All international flights land at the capital, Addis Ababa, which lies right in the centre of Ethiopia and forms the hub of the internal transport network, ensuring that most visitors spend some time there. Fortunately, Addis Ababa is a thoroughly enjoyable city to experience, whether you are cruising the markets, sampling the nightlife or taking in its historical churches and the fascinating National Museum.
The vast size of Ethiopia (and nature of its domestic transport networks) means that the country is usually explored in the form of one or more loops by road or air out of Addis Ababa. The most popular of these is the northern historical circuit, which has four acknowledged high points. First of these is Bahir Dar and the scenic Lake Tana region, with its ancient island monasteries. Not far to the north, the former capital of Gondar is best known for its European-influenced castles and painted churches. Predating these by several centuries, the towering stelae and ruined palaces that stud the ancient city of Aksum transport the visitor deep into Ethiopia’s fascinating past. Last – but far from least – are the astonishing medieval rock-hewn churches of Lalibela, still active places of worship and widely agreed to be the most arresting of all Ethiopia’s sights.
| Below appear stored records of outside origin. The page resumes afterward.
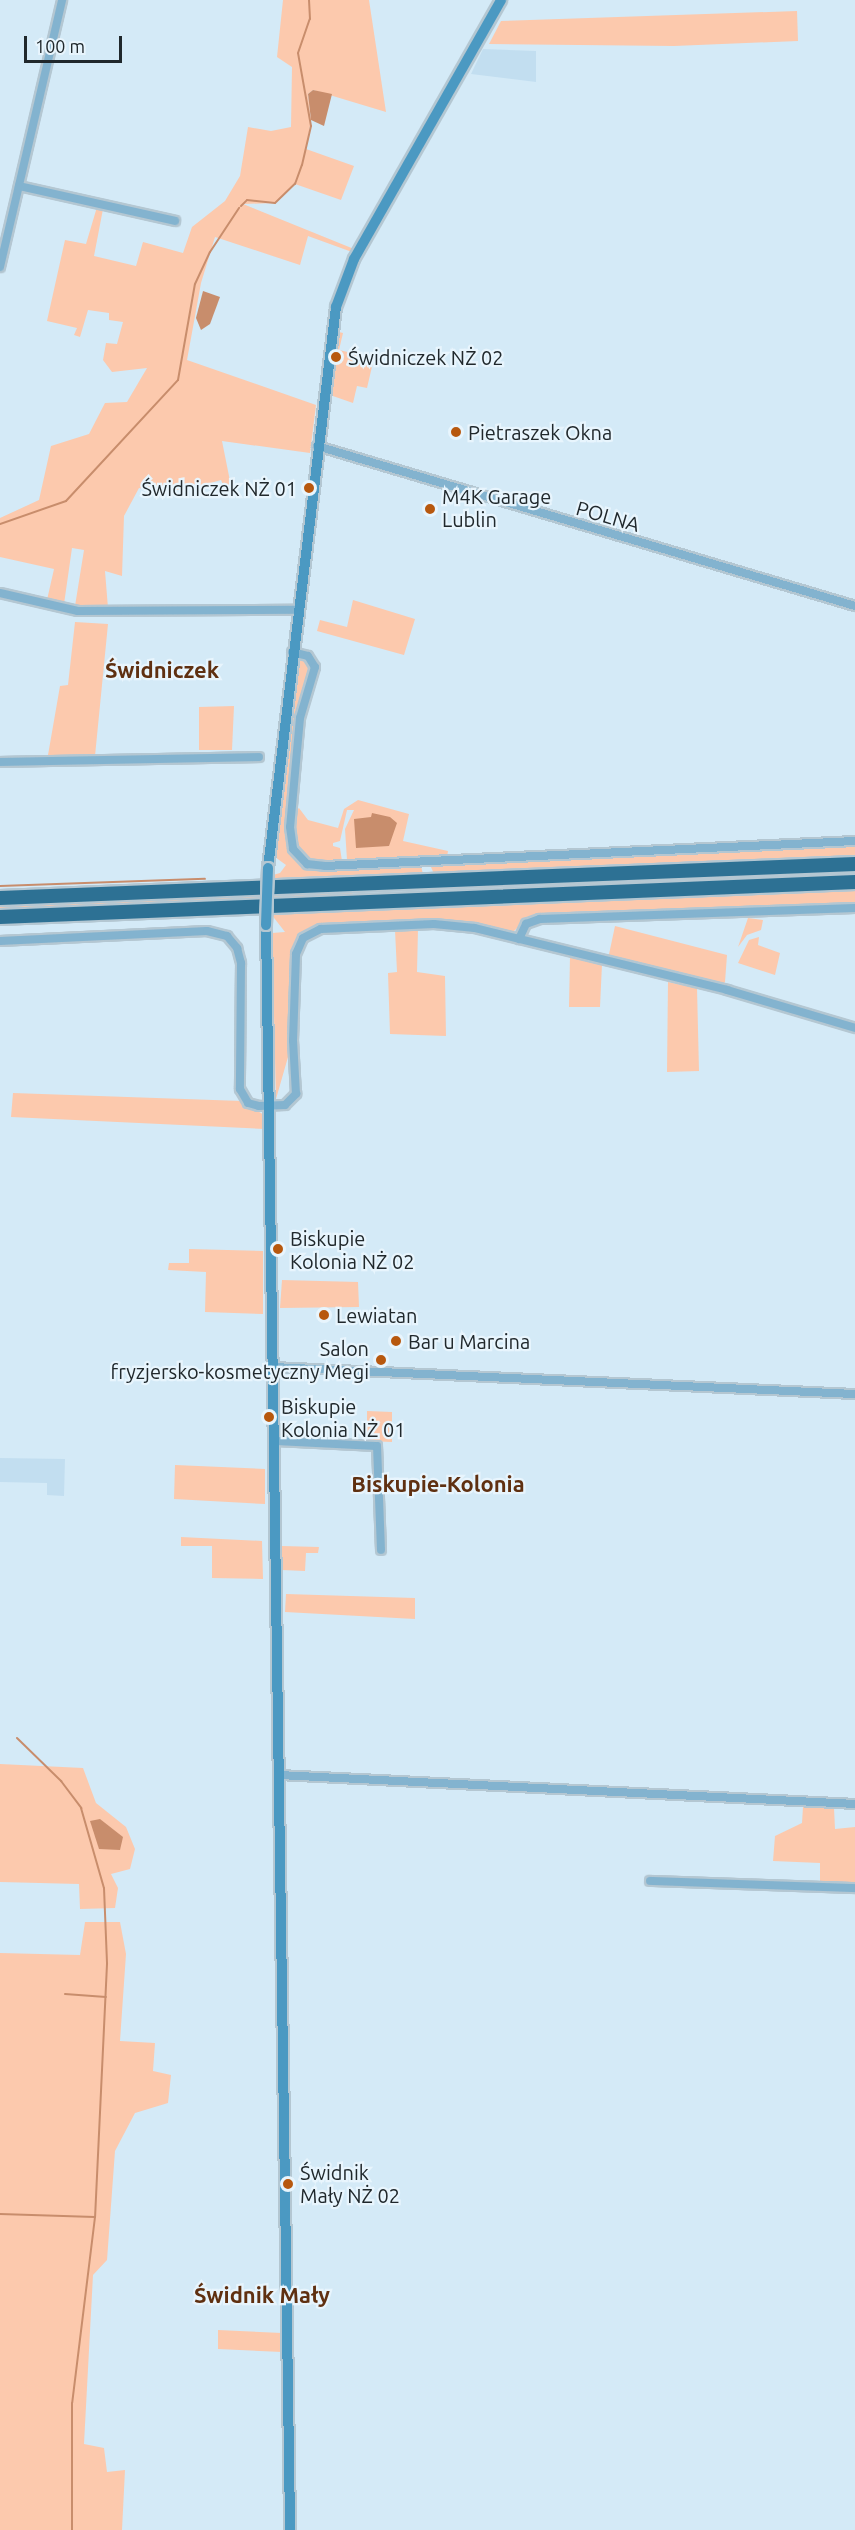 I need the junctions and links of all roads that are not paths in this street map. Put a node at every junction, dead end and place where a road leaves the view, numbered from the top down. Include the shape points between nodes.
1 (63, 0) edge
2 (501, 0) edge
3 (19, 186) junction
4 (175, 221) dead end
5 (0, 267) edge
6 (317, 446) junction
7 (0, 593) edge
8 (855, 606) edge
9 (296, 610) junction
10 (292, 652) junction
11 (259, 758) dead end
12 (0, 762) edge
13 (855, 841) edge
14 (855, 864) edge
15 (855, 882) edge
16 (0, 898) edge
17 (855, 908) edge
18 (0, 916) edge
19 (519, 939) junction
20 (0, 941) edge
21 (855, 1028) edge
22 (269, 1107) junction
23 (273, 1367) junction
24 (855, 1394) edge
25 (275, 1441) junction
26 (381, 1550) dead end
27 (279, 1775) junction
28 (855, 1804) edge
29 (651, 1881) dead end
30 (855, 1888) edge
31 (290, 2530) edge

1 - 3 street
2 - 6 street via 345,278 334,319
3 - 4 street
3 - 5 street
6 - 8 street, POLNA
6 - 9 street
7 - 9 street via 78,611
9 - 10 street
10 - 13 street via 308,656 315,667 300,718 290,827 293,849 307,864
10 - 22 street, bridge via 267,868
11 - 12 street
14 - 16 highway
15 - 18 highway
17 - 19 street via 540,919 526,924
19 - 21 street via 727,990
19 - 22 street via 446,924 329,928 308,934 299,945 295,960 293,1041 297,1089 289,1103
20 - 22 street via 207,931 227,936 237,948 241,963 241,1094 252,1105
22 - 23 street
23 - 24 street
23 - 25 street
25 - 26 street via 377,1446
25 - 27 street
27 - 28 street
27 - 31 street
29 - 30 street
Although historic sightseeing predominates, the northern circuit also offers some scintillating natural phenomena, from the Blue Nile Falls – magnificent in the rainy season – to the hiker-friendly Simien Mountains National Park, with its rugged peaks and remarkable endemic wildlife. For those seeking a more off-the-beaten-track experience, the dozens of isolated rock-hewn churches scattered throughout the remote cliffs of northeast Tigrai remain an undersubscribed delight if you’re willing to put the time and effort into reaching them.
History takes a back seat to nature in southern Ethiopia, which is bisected by a scenic stretch of the Rift Valley that’s spangled with beautiful, bird-rich lakes. The little-visited highlands rising to the east of the Rift are capped by the Bale Mountains, protected in a national park whose varied habitats – embracing tussocked Afro-alpine moorlands, green grassy meadows, dense bamboo thickets and misty evergreen forests – protect the country’s most diverse selection of endemic mammals and birds.
Where the northern highlands are dominated by a few closely related Ethiopian Orthodox ethnic groups, Ethiopia’s full cultural and religious diversity is on show in the south and east. The walled citadel of Harar in the southeastern highlands is among the most ancient and holy of Islamic cities. Most compelling of all in cultural terms is the South Omo region, which lies in the remote southwest, close to the border with Kenya, and supports at least a dozen different tribes whose ethnic and linguistic diversity is as breathtaking as their proudly defiant adherence to their own pagan traditions.